CRUZ, I. C. Brindo da
Citação
RHEUMATOLOGY, v.51, suppl.2, p.30-30, 2012
Resumo
Aims. Type V collagen (COL V) is involved in SSc pathogenesis since immunization of health rabbits with this protein induces an experimental model reproducing the main pathogenic manifestation of this disease. We have demonstrated an increased amount of unusual COL V fibrils deposition in lung of SSc patients indicating an important role for this protein in fibrosis. Formation of fibrotic tissue can be induced both by cytokines and cell–matrix interaction involving signalization mechanism. COL V and decorin participate of this mechanism interfering with fibrilogenesis. The aim was to evaluate COL V and decorin expression in pulmonary tissue and to characterize biochemical profile of COLV from lung fibroblasts culture from SSc patients. Methods. We evaluated COL V and decorin expression as well as 3D reconstruction using IF in lung specimens from six patients with SSc without pulmonary hypertension and six normal individuals died from trauma. The amount of COL V in lung sections was evaluated with software Image Pro-Plus 6.0 in Olympus-BX51. Quantitative immunoblotting was used to characterize COL V biochemistry from lung fibroblasts culture. Results. It was found that the structure of COL V fibres was distorted and strongly thickened in lung tissue from SSc patients compared with thin fibres pattern in the healthy controls. Decorin was distributed around COL V fibrils in the bronchovascular interstitium and vascular walls.
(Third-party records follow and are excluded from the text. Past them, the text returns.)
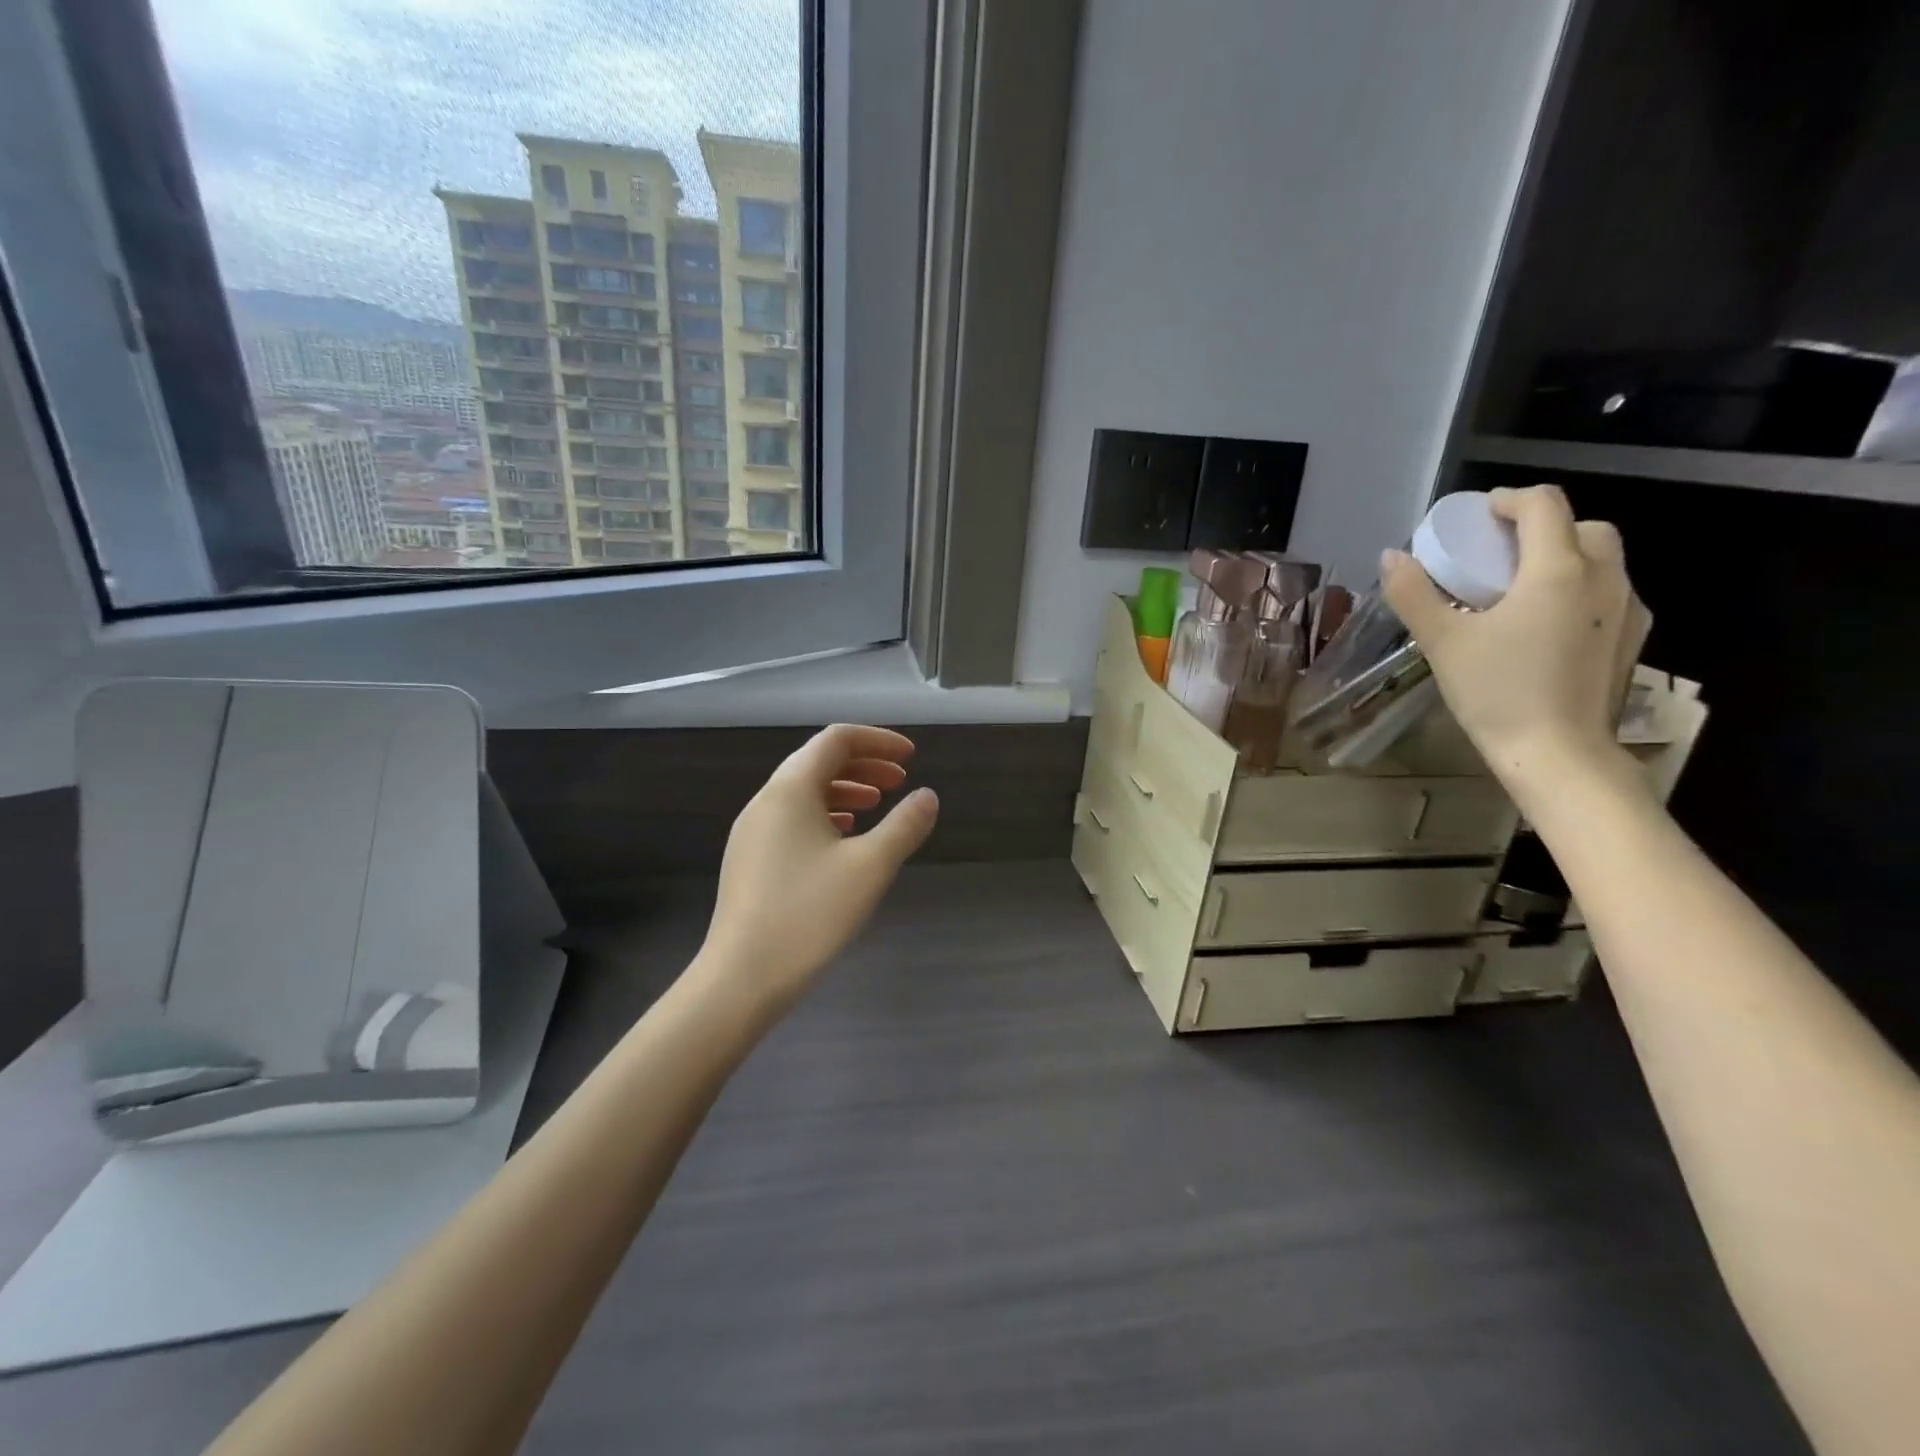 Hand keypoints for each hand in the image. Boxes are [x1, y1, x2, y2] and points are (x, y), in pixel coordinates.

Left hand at [698, 724, 939, 1013]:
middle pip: (817, 761)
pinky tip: (844, 839)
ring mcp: (752, 831)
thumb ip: (904, 826)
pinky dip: (824, 815)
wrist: (742, 978)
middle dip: (863, 764)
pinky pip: (792, 819)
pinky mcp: (749, 859)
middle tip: (900, 782)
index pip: (836, 740)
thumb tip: (928, 796)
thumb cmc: (809, 914)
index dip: (877, 740)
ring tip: (877, 805)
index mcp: (790, 789)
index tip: (911, 757)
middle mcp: (766, 801)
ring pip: (804, 792)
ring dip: (845, 790)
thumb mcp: (870, 867)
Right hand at [1382, 484, 1651, 804]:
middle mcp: (1605, 577)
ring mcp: (1627, 608)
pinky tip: (1544, 627)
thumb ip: (1415, 594)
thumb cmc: (1497, 692)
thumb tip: (1392, 556)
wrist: (1559, 755)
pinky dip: (1578, 591)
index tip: (1475, 518)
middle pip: (1582, 526)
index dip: (1507, 500)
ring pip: (1601, 560)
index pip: (1543, 505)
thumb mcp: (1443, 641)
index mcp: (1558, 570)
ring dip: (1561, 559)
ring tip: (1518, 592)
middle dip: (1539, 528)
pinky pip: (1608, 594)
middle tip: (1497, 556)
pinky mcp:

Histomorphometric analysis of SSc lung demonstrated increased expression of both COL V and decorin when compared with the control (68.52 + 7.36% vs 5.01 + 2.12%, P < 0.01 and 22.99 + 0.59% vs 32.93 + 3.81%, P = 0.01, respectively). The semiquantitative immunoblotting detected an increased high molecular weight COL V fraction in patients when compared with the controls (P = 0.02). Conclusions. The overexpression and unusual organization of COL V fibres with biochemical changes associated to increased decorin indicates that matrix signalization pathway is involved in COL V fibrillogenesis process in SSc pulmonary fibrosis.